KURT BUSCH: Oh, it's a wonderful day in the history of NASCAR with the Hall of Fame grand opening today and all the different champions, past drivers, owners, sponsors, all the top dignitaries in NASCAR, and to have the City of Charlotte, the North Carolina government, everybody involved to make this whole deal happen, it puts us on the map with other professional sports in having a Hall of Fame.

It just seems different to be sitting there hanging out with D.W. or Richard Petty, Terry Labonte this morning. We do different things as champions together, but today I had that heart-warming feeling that this was something pretty special. And this Hall of Fame, when you first walk in the door, is overwhelming with all the different exhibits, the history. I mean, past, present, future, this is the home of NASCAR and a great way to resemble it.

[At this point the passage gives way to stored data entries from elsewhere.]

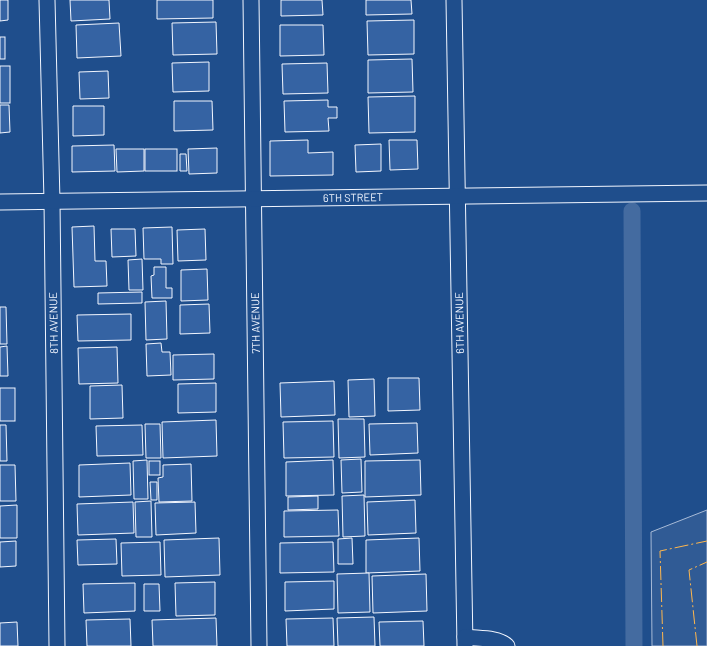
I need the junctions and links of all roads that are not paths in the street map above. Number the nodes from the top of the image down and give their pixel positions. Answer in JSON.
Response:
{"nodes":[{"id":1,"x":47,"y":0,"type":"edge"},
{"id":2,"x":251,"y":0,"type":"edge"},
{"id":3,"x":454,"y":0,"type":"edge"},
{"id":4,"x":707,"y":193,"type":"edge"},
{"id":5,"x":457,"y":196,"type":"junction"},
{"id":6,"x":254,"y":199,"type":"junction"},
{"id":7,"x":52,"y":201,"type":"junction"},
{"id":8,"x":0,"y":202,"type":"edge"},
{"id":9,"x":465,"y":642,"type":"edge"},
{"id":10,"x":57,"y":646,"type":"edge"},
{"id":11,"x":259,"y":646,"type":"edge"},
{"id":12,"x":507,"y":646,"type":"edge"}],
"edges":[{"from":1,"to":7,"type":"street","name":"8TH AVENUE"},
{"from":2,"to":6,"type":"street","name":"7TH AVENUE"},
{"from":3,"to":5,"type":"street","name":"6TH AVENUE"},
{"from":4,"to":5,"type":"street","name":"6TH STREET"},
{"from":5,"to":6,"type":"street","name":"6TH STREET"},
{"from":5,"to":9,"type":"street","name":"6TH AVENUE"},
{"from":6,"to":7,"type":"street","name":"6TH STREET"},
{"from":6,"to":11,"type":"street","name":"7TH AVENUE"},
{"from":7,"to":8,"type":"street","name":"6TH STREET"},
{"from":7,"to":10,"type":"street","name":"8TH AVENUE"},
{"from":9,"to":12,"type":"street"}]}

Q: Did you have one particular spot that you enjoyed the most out of today?

KURT BUSCH: I've been just bouncing around to different parts of the Hall of Fame doing interviews, fan interaction, different items. But it's got to be the Walk of Fame with all the champions' cars, and I have yet to see my No. 97 up there, but I can't wait.

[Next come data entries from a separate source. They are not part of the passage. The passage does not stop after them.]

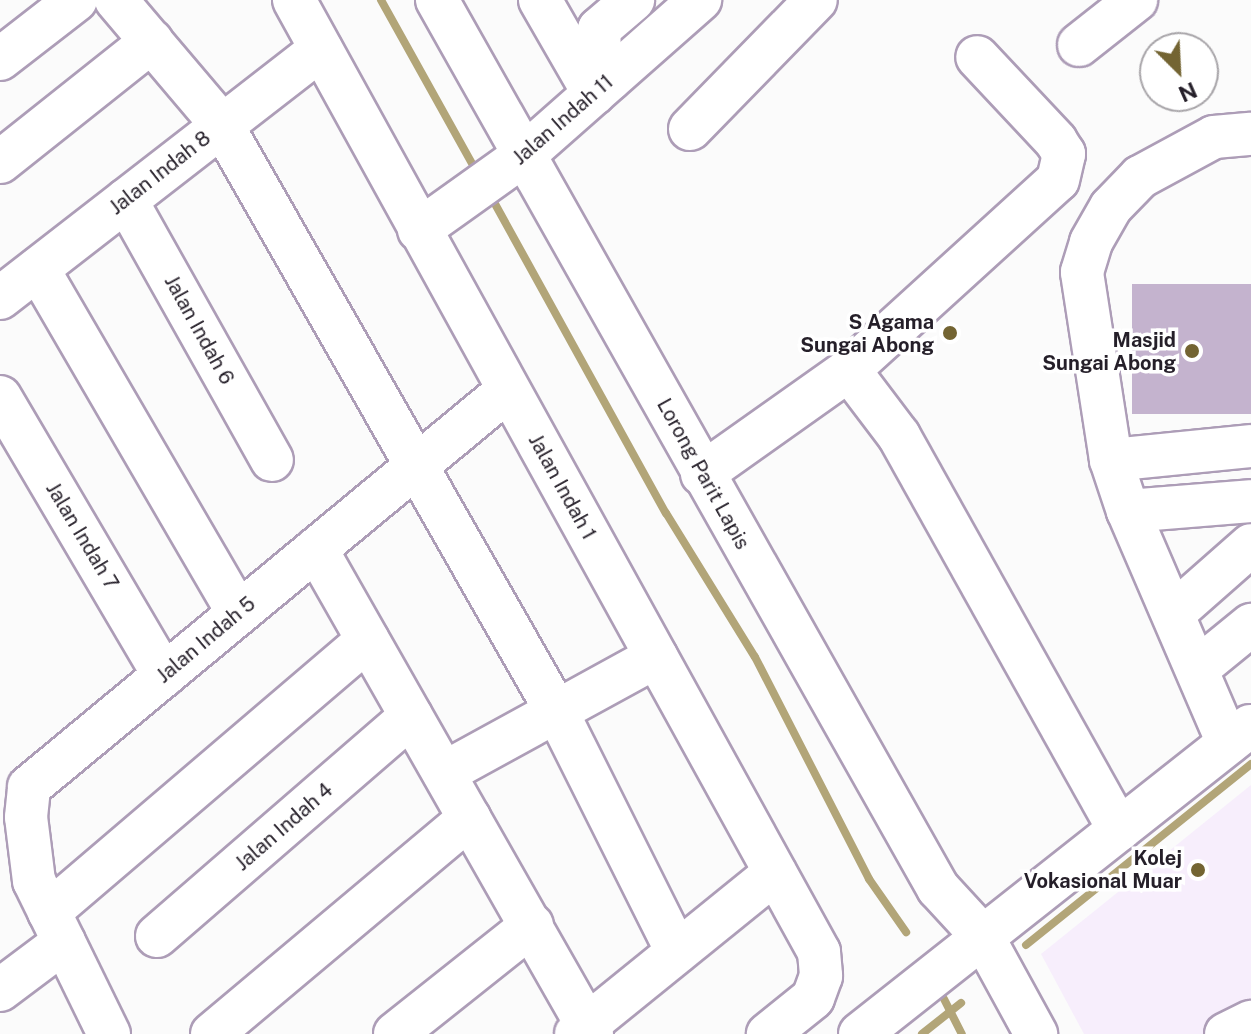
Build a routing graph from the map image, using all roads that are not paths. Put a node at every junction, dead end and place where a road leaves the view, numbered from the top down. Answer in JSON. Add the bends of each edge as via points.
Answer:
{"nodes":[{"id":1,"x":76,"y":0,"type":"edge"},
{"id":2,"x":116,"y":0,"type":"edge"},
{"id":3,"x":294,"y":0,"type":"edge"},
{"id":4,"x":437,"y":0,"type":"edge"},
{"id":5,"x":540,"y":0,"type":"edge"},
{"id":6,"x":633,"y":0,"type":"edge"},
{"id":7,"x":700,"y":0,"type":"edge"},
{"id":8,"x":816,"y":0,"type":"edge"},
{"id":9,"x":1136,"y":0,"type":"edge"},
{"id":10,"x":152,"y":41,"type":"junction"},
{"id":11,"x":1079,"y":45,"type":"dead end"},
{"id":12,"x":321,"y":49,"type":"junction"},
{"id":13,"x":977,"y":57,"type":"dead end"},
{"id":14,"x":0,"y":59,"type":"edge"},
{"id":15,"x":602,"y":87,"type":"junction"},
{"id":16,"x":222,"y":125,"type":"junction"},
{"id":17,"x":690,"y":129,"type":"dead end"},
{"id":18,"x":1251,"y":134,"type":"edge"},
{"id":19,"x":0,"y":162,"type":"edge"},
{"id":20,"x":514,"y":163,"type":"junction"},
{"id":21,"x":126,"y":200,"type":"junction"},
{"id":22,"x":419,"y":230,"type":"junction"},
{"id":23,"x":38,"y":269,"type":"junction"},
{"id":24,"x":0,"y":298,"type":"edge"},
{"id":25,"x":849,"y":370,"type":"junction"},
{"id":26,"x":508,"y":390,"type":"junction"},
{"id":27,"x":0,"y":397,"type":"edge"},
{"id":28,"x":1251,"y":446,"type":"edge"},
{"id":29,"x":272,"y":460,"type":"dead end"},
{"id":30,"x":1111,"y":460,"type":"junction"},
{"id":31,"x":419,"y":463,"type":"junction"},
{"id":32,"x":702,"y":474,"type":"junction"},
{"id":33,"x":1251,"y":501,"type":"edge"},
{"id":34,"x":1128,"y":511,"type":"junction"},
{"id":35,"x":1251,"y":545,"type":"edge"},
{"id":36,"x":316,"y":549,"type":"junction"},
{"id":37,"x":1175,"y":612,"type":"junction"},
{"id":38,"x":238,"y":613,"type":"junction"},
{"id":39,"x":1251,"y":625,"type":"edge"},
{"id":40,"x":368,"y":640,"type":"junction"},
{"id":41,"x":656,"y":657,"type":"junction"},
{"id":42,"x":1197,"y":669,"type":"junction"},
{"id":43,"x":164,"y":675,"type":"junction"},
{"id":44,"x":558,"y":714,"type":"junction"},
{"id":45,"x":411,"y":716,"type":"junction"},
{"id":46,"x":1240,"y":734,"type":"edge"},
{"id":47,"x":444,"y":773,"type":"junction"},
{"id":48,"x":469,"y":818,"type":"junction"},
{"id":49,"x":1119,"y":830,"type":"junction"},
{"id":50,"x":775,"y":873,"type":"junction"},
{"id":51,"x":532,"y":925,"type":"junction"},
{"id":52,"x":57,"y":927,"type":"junction"},
{"id":53,"x":157,"y":936,"type":"dead end"},
{"id":54,"x":983,"y":937,"type":"junction"},
{"id":55,"x":677,"y":952,"type":"junction"},
{"id":56,"x":0,"y":990,"type":"edge"},
{"id":57,"x":1251,"y":1022,"type":"edge"},
{"id":58,"x":585,"y":1031,"type":"edge"},
{"id":59,"x":109,"y":1034,"type":"edge"},
{"id":60,"x":212,"y":1034,"type":"edge"},
{"id":61,"x":395,"y":1034,"type":"edge"},
{"id":62,"x":768,"y":1034,"type":"edge"},
{"id":63,"x":860,"y":1034,"type":"edge"},
{"id":64,"x":1036,"y":1034,"type":"edge"},
{"id":65,"x":1226,"y":1034,"type":"edge"}],
"edges":[{"from":1,"to":14,"type":"street"},
{"from":2,"to":10,"type":"street"},
{"from":3,"to":12,"type":"street","name":"Jalan Indah 1"},
{"from":4,"to":20,"type":"street","name":"Lorong Parit Lapis"},
{"from":5,"to":15,"type":"street"},
{"from":6,"to":15,"type":"street","via":[[599,29]]},
{"from":7,"to":15,"type":"street","name":"Jalan Indah 11"},
{"from":8,"to":17,"type":"street"},
{"from":9,"to":11,"type":"street"},
{"from":10,"to":16,"type":"street"},
{"from":10,"to":19,"type":"street"},
{"from":12,"to":16,"type":"street","name":"Jalan Indah 8"},
{"from":12,"to":22,"type":"street","name":"Jalan Indah 1"},
{"from":13,"to":25,"type":"street","via":[[1056,141],[1064,154],[1058,180]]},
{"from":15,"to":20,"type":"street","name":"Jalan Indah 11"},
{"from":16,"to":21,"type":"street","name":"Jalan Indah 8"},
{"from":16,"to":31,"type":"street"},
{"from":18,"to":30,"type":"street","via":[[1214,137],[1140,177],[1111,207],[1091,242],[1082,272]]},
{"from":20,"to":22,"type":"street","name":"Jalan Indah 11"},
{"from":20,"to":32,"type":"street","name":"Lorong Parit Lapis"},
{"from":21,"to":23,"type":"street","name":"Jalan Indah 8"},
{"from":21,"to":29,"type":"street","name":"Jalan Indah 6"},
{"from":22,"to":26,"type":"street","name":"Jalan Indah 1"},
{"from":23,"to":24,"type":"street","name":"Jalan Indah 8"},
{"from":23,"to":38,"type":"street"},
{"from":25,"to":32,"type":"street"},
{"from":25,"to":49,"type":"street","via":[[899,436]]},
{"from":26,"to":31,"type":"street","name":"Jalan Indah 5"},
{"from":26,"to":41,"type":"street","name":"Jalan Indah 1"},
{"from":27,"to":43,"type":"street","name":"Jalan Indah 7"},
{"from":28,"to":30,"type":"street"},
{"from":30,"to":34,"type":"street"},
{"from":31,"to":36,"type":"street","name":"Jalan Indah 5"},
{"from":31,"to":44,"type":"street"},
{"from":32,"to":54,"type":"street","name":"Lorong Parit Lapis","via":[[938,888]]},
{"from":33,"to":34,"type":"street"},
{"from":34,"to":37,"type":"street"},
{"from":35,"to":37,"type":"street"},
{"from":36,"to":38,"type":"street","name":"Jalan Indah 5"},
{"from":36,"to":40,"type":"street"},
{"from":37,"to":42,"type":"street"},
{"from":38,"to":43,"type":"street","name":"Jalan Indah 5"},
{"from":39,"to":42,"type":"street"},
{"from":40,"to":45,"type":"street"},
{"from":40,"to":52,"type":"street"},
{"from":41,"to":44,"type":"street"},
{"from":41,"to":50,"type":"street","name":"Jalan Indah 1"},
{"from":42,"to":46,"type":"street"},
{"from":43,"to":52,"type":"street","name":"Jalan Indah 5","via":[[29,787],[28,850],[34,881]]},
{"from":44,"to":47,"type":"street"},
{"from":44,"to":55,"type":"street"},
{"from":45,"to":47,"type":"street"},
{"from":45,"to":53,"type":"street","name":"Jalan Indah 4"},
{"from":46,"to":49,"type":"street"},
{"from":47,"to":48,"type":"street"},
{"from":48,"to":51,"type":"street"},
{"from":48,"to":60,"type":"street"},
{"from":49,"to":54,"type":"street"},
{"from":50,"to":55,"type":"street"},
{"from":50,"to":62,"type":"street","name":"Jalan Indah 1","via":[[819,952],[821,976],[813,998]]},
{"from":51,"to":58,"type":"street"},
{"from":51,"to":61,"type":"street"},
{"from":52,"to":56,"type":"street"},
{"from":52,"to":59,"type":"street","name":"Jalan Indah 5"},
{"from":54,"to":63,"type":"street"},
{"from":54,"to":64,"type":"street","name":"Lorong Parit Lapis"},
{"from":55,"to":58,"type":"street"},
{"from":57,"to":65,"type":"street"}]}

Q: You're coming to be known as a good survivor of the green-white checkered, especially with your win in Atlanta, and also with your strong performance at the end of Richmond, surviving the three attempts and coming from 29th to finish eighth. What is your overall opinion now of the green-white checkered since Atlanta? Is it becoming a good thing, or is it three attempts too many?

KURT BUSCH: Well, it's a rule that they made, and we have to do our best job to get the best result at the end of the day. Green-white checkereds can work in your favor or they can work against you. What has happened in our sport with double-file restarts and then all of these green-white checkers at the end, the game is not over until it's over, and you have to stay in it to win it, whether you've been running good all day or whether you just got back on the lead lap and you're trying to scrap for positions. You just try to keep a positive outlook and just trudge your way through it the best that you can.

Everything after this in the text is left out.